### How to complete this task
Please read the records below and return each line holding the string "order".
---------- Data to examine
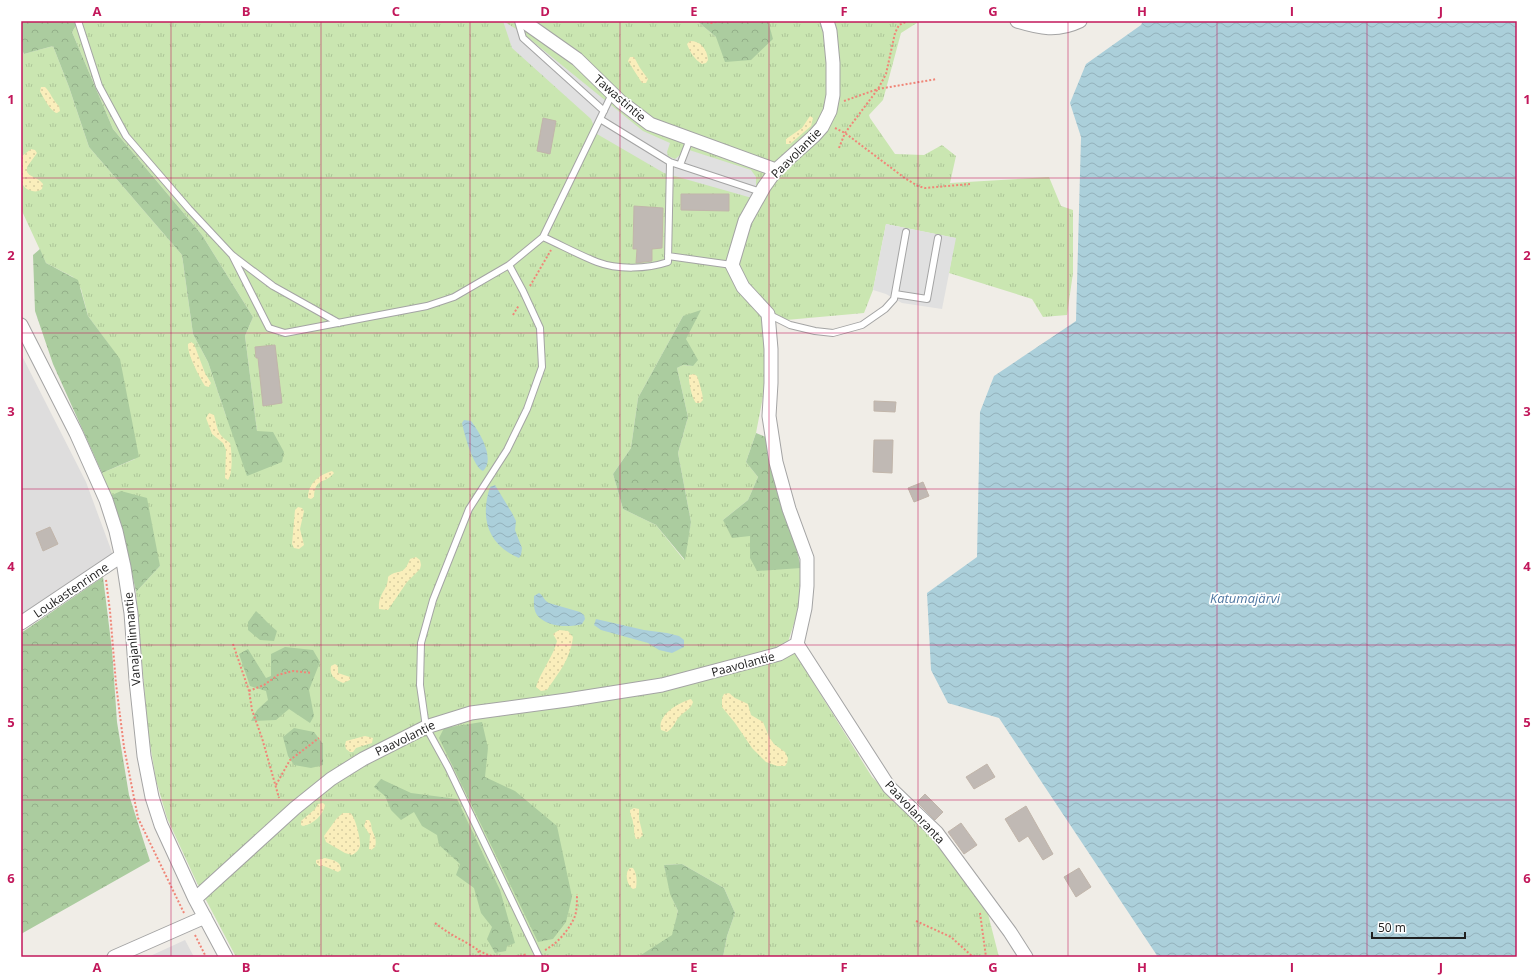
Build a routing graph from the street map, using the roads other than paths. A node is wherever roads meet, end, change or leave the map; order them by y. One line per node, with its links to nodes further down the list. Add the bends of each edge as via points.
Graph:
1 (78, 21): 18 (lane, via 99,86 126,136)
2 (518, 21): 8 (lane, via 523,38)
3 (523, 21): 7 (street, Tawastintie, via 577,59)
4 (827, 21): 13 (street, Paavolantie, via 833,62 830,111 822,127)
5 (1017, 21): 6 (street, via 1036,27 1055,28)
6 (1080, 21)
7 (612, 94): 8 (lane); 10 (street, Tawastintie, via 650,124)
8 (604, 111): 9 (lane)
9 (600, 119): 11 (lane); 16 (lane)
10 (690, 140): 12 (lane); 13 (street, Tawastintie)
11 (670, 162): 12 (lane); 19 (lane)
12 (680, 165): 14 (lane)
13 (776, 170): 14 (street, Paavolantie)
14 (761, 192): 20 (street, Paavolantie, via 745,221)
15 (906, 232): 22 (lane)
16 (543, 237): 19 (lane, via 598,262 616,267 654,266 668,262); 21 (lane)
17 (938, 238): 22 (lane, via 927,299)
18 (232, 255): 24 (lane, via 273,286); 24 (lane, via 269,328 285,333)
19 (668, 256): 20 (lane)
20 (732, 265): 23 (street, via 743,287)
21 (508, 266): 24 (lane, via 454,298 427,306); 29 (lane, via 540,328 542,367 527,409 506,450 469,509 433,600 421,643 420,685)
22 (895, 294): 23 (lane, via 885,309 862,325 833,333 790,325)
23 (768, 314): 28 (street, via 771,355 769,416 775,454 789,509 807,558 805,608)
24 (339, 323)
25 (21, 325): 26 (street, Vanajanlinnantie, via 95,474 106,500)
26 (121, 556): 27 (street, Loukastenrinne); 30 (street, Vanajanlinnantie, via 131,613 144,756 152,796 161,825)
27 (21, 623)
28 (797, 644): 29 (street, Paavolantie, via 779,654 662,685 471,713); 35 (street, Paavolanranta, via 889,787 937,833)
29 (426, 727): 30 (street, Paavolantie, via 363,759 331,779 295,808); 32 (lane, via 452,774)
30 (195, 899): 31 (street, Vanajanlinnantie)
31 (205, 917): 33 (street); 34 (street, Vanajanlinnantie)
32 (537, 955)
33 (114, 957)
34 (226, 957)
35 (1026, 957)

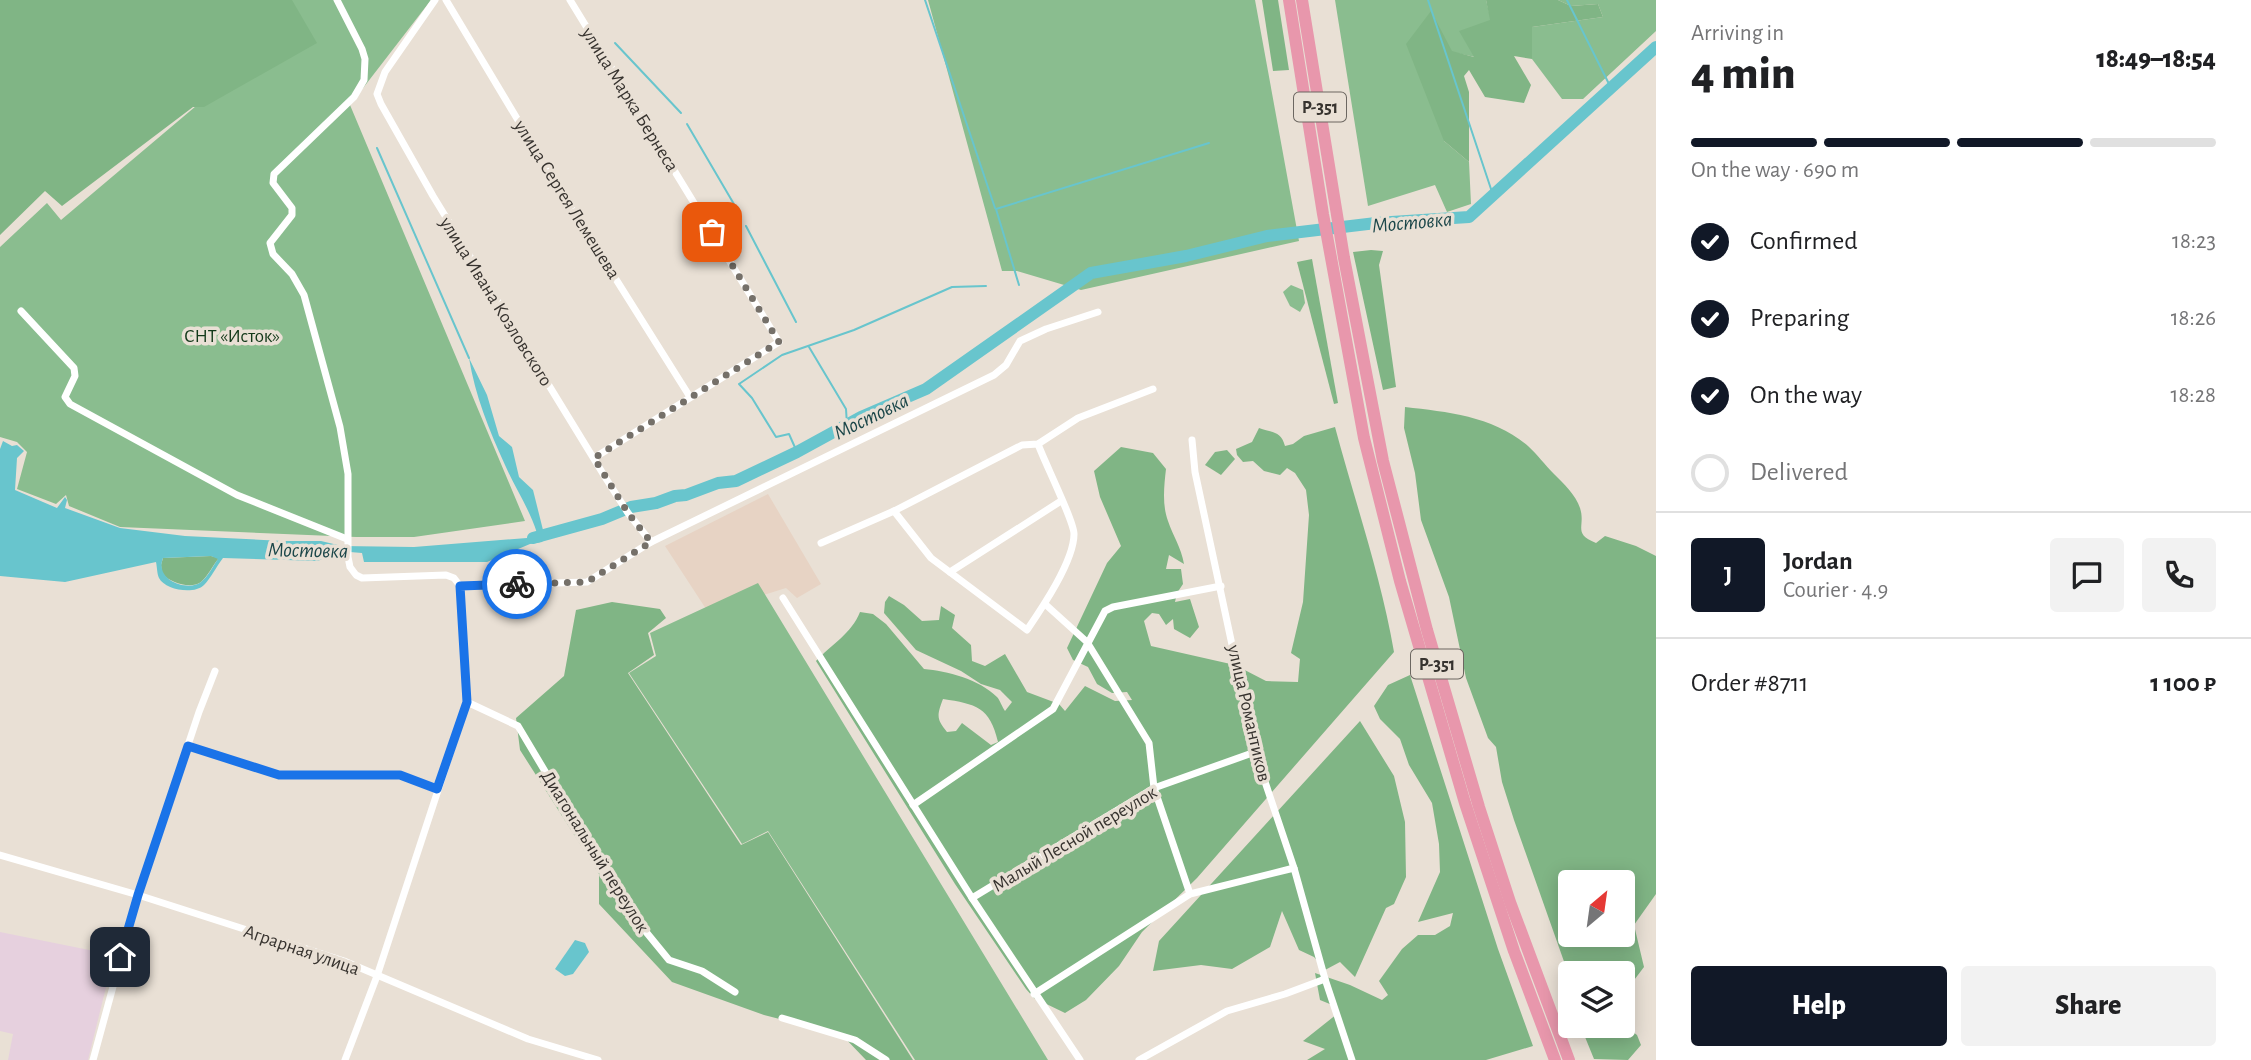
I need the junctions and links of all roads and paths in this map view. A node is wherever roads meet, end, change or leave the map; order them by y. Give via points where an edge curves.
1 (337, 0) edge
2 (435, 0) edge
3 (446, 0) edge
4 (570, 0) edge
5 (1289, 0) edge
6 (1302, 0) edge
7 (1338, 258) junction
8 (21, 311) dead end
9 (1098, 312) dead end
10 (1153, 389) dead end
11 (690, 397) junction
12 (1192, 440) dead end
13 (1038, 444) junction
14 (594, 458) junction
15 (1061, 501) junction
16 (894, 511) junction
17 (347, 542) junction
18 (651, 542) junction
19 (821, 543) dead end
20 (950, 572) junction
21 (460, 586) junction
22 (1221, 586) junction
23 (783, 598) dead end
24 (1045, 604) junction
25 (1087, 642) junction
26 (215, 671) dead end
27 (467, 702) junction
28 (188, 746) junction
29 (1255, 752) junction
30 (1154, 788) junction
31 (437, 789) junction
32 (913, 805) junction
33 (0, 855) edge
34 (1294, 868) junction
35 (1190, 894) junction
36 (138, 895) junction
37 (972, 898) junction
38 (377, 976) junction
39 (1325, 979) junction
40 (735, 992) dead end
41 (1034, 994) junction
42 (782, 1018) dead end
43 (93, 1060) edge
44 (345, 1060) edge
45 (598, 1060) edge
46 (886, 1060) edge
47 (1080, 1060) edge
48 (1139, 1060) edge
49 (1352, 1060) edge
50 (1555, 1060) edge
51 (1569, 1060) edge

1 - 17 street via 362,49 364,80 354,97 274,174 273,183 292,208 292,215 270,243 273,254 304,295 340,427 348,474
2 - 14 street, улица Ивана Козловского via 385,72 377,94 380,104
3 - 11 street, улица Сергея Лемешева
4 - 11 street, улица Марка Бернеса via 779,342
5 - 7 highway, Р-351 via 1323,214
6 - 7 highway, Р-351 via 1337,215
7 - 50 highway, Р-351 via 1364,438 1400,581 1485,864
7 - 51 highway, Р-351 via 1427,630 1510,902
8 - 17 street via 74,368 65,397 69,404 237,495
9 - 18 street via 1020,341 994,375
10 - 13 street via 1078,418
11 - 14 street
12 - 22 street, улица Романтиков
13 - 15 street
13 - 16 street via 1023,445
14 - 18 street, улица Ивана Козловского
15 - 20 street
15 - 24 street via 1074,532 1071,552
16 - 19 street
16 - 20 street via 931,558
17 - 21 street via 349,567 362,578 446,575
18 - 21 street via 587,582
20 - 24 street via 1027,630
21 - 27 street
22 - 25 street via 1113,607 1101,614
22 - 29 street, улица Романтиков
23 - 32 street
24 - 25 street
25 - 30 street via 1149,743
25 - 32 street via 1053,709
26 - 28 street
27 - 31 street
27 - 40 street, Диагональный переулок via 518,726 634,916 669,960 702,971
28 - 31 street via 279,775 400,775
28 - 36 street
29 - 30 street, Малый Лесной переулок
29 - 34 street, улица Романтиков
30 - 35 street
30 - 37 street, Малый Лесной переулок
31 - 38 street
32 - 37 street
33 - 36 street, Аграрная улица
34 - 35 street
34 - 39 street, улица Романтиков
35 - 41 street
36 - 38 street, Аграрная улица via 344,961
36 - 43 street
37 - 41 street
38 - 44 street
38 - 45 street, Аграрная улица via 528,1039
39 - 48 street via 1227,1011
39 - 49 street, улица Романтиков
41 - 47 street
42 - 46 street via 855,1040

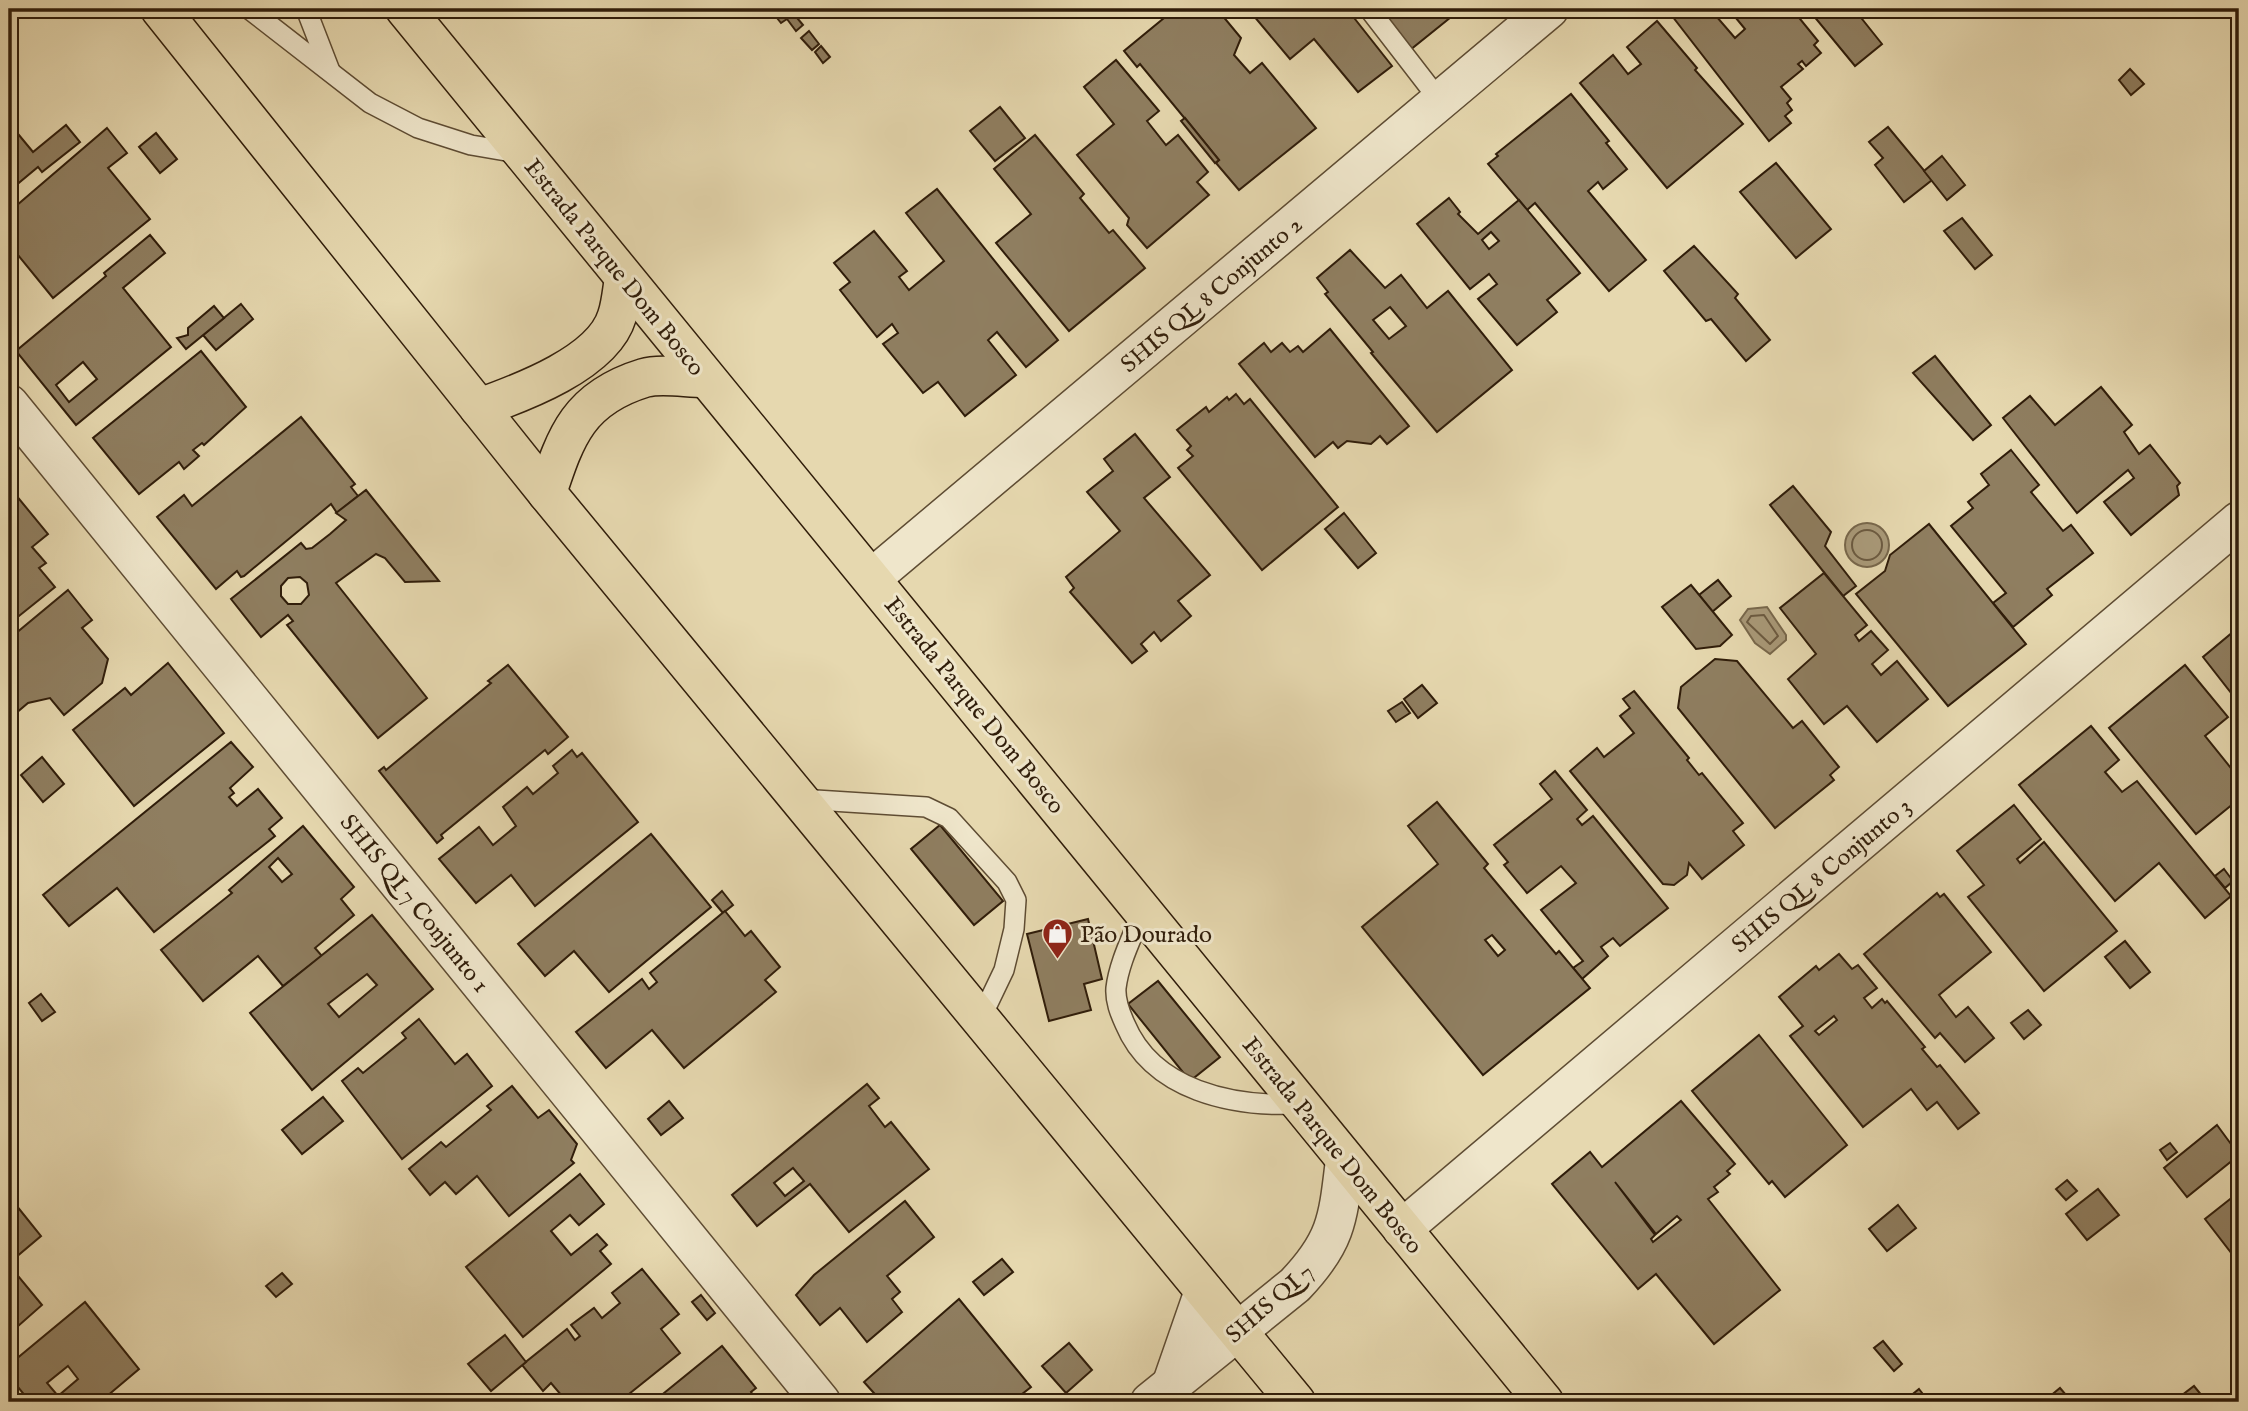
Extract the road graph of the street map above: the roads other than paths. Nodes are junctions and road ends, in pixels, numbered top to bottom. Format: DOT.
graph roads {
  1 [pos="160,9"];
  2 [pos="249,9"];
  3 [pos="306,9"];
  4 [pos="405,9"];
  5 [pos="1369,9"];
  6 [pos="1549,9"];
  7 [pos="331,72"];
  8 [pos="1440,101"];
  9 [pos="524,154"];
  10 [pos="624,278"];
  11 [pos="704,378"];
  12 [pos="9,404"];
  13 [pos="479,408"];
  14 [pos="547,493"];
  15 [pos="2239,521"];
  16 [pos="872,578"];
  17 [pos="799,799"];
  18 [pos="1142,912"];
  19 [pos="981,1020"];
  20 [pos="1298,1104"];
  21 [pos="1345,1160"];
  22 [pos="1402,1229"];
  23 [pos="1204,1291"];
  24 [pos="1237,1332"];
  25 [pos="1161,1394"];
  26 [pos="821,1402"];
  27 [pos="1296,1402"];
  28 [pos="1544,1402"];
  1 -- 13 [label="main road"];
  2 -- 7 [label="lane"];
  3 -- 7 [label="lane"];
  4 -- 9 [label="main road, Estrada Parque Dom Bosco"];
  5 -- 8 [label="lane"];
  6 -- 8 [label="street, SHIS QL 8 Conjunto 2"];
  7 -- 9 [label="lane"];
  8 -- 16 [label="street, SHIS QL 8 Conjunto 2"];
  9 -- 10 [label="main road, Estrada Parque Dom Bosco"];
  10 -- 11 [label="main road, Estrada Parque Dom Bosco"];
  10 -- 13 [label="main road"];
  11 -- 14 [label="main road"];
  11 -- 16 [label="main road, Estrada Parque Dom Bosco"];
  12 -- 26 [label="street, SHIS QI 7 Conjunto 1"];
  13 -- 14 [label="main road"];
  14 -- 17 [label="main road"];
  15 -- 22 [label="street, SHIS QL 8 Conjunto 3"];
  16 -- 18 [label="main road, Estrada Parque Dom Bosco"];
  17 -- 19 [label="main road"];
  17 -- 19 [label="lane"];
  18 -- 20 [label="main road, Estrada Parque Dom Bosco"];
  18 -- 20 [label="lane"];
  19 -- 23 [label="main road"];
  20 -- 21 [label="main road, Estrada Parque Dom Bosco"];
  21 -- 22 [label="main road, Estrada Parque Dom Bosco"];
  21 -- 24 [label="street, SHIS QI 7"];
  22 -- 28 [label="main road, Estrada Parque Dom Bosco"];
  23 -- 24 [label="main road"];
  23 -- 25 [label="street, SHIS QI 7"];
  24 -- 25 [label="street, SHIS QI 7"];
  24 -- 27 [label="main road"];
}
--------------------
### Answer area
Build a routing graph from the street map, using the roads other than paths. A node is wherever roads meet, end, change or leave the map; order them by y. One line per node, with its links to nodes further down the list. Add the bends of each edge as via points.
I need the junctions and links of all roads and paths in this map view. A node is wherever roads meet, end, change or leave the map; order them by y. Give via points where an edge curves.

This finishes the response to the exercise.